Bukti kedua, selama masih menjadi anggota senat Obama sebenarnya duduk di Komisi Hubungan International di Sub Komisi Asia Timur dan Pasifik. Selama duduk di sana, tak sekalipun Obama mengangkat isu-isu tentang Indonesia. Memang ada yang mengatakan bahwa isu tentang Indonesia kalah dengan isu tentang China, Korea Utara, Afganistan, India, dan Jepang. Tetapi ada beberapa senator lain seperti:Kit Bond, Patrick Leahy, Eni Faleomavaega, dan Robert Wexler yang rajin berbicara tentang Indonesia. Ada dua kemungkinan mengapa Obama tak pernah berbicara tentang Indonesia di konggres ataupun senat: pertama, ia sadar bahwa sejak ia diangkat menjadi anggota senat Januari 2005 ia tidak mau diasosiasikan dengan Indonesia karena hal itu bukan sesuatu yang menguntungkan sebagai bekal calon presiden. Kedua, memang ia tak berpikir bahwa Indonesia adalah negara yang strategis bagi AS. Tetapi dua kemungkinan tersebut tetap mempunyai kesimpulan yang sama yaitu Indonesia bukan negara yang penting bagi AS.
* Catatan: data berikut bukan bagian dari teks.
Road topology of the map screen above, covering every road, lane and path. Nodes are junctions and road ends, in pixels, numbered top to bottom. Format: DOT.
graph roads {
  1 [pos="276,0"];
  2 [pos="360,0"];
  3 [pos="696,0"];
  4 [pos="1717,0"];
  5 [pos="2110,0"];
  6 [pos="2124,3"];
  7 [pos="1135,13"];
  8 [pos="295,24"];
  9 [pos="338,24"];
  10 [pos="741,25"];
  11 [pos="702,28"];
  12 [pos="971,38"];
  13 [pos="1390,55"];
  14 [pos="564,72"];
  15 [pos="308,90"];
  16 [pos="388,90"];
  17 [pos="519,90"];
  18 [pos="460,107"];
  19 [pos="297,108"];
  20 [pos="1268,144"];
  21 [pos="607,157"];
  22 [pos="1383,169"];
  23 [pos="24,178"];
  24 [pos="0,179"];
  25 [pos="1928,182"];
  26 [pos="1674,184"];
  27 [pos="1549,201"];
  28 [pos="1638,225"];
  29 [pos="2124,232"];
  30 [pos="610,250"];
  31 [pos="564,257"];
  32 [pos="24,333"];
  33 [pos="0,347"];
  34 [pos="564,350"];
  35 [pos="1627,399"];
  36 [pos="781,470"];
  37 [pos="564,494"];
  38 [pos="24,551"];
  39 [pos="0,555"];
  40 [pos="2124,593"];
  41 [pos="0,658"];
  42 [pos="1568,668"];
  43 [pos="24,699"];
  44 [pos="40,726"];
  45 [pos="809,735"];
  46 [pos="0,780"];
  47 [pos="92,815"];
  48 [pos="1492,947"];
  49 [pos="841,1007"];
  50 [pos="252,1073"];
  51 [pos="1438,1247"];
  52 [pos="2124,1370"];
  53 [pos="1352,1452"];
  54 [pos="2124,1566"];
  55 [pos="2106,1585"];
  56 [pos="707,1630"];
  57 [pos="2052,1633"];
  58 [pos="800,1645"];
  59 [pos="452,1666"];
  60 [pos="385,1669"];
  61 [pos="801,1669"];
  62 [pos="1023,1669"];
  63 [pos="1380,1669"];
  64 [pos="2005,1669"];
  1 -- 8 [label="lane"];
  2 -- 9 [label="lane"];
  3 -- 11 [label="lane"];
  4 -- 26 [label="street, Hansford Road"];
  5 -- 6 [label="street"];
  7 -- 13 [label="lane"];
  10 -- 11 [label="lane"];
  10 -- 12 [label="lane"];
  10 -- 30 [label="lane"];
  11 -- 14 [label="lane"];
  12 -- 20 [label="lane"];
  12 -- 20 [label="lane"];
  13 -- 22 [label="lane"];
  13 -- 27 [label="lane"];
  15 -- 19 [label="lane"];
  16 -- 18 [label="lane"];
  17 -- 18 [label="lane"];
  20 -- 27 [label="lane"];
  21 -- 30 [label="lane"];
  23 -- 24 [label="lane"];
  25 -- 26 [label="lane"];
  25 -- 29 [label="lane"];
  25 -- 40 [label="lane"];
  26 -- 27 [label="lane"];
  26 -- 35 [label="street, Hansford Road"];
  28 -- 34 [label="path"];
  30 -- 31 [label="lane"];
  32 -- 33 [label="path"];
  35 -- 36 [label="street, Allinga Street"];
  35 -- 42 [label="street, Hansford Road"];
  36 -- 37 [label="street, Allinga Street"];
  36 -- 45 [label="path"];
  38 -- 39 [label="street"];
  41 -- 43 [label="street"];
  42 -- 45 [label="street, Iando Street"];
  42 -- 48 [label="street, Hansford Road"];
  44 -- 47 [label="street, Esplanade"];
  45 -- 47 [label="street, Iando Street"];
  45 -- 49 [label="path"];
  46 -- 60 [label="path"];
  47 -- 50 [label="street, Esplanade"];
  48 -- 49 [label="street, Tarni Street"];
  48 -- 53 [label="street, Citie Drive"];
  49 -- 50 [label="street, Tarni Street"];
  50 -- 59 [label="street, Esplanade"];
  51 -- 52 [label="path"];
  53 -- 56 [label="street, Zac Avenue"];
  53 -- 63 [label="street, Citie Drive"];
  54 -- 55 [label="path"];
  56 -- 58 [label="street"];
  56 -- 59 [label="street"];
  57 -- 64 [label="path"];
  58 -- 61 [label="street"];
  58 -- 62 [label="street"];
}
Ketidakstrategisan Indonesia dipandang dari sisi kepentingan AS versi Obama tersebut masih ditambah lagi dengan kenyataan bahwa di AS Hak Budget (Hak menyetujui anggaran atau APBN) dari Konggres bisa membatalkan berbagai kebijakan presiden termasuk kebijakan luar negeri. Memang sampai saat ini mayoritas anggota Konggres berasan dari Partai Demokrat (Partai Asal Obama). Tetapi banyak pengamat menyatakan bahwa meskipun berasal dari Partai Demokrat, tetapi Obama dikenal sebagai sosok yang sangat liberal. Hal itu dapat dilihat misalnya tentang persetujuannya terhadap perkawinan sesama jenis dan aborsi (pengguguran kandungan). Banyak anggota Partai Demokrat yang lebih konservatif yang mungkin tidak senang terhadap pandangan Obama tersebut dan bisa mempengaruhi pandangan politik mereka terhadap Obama.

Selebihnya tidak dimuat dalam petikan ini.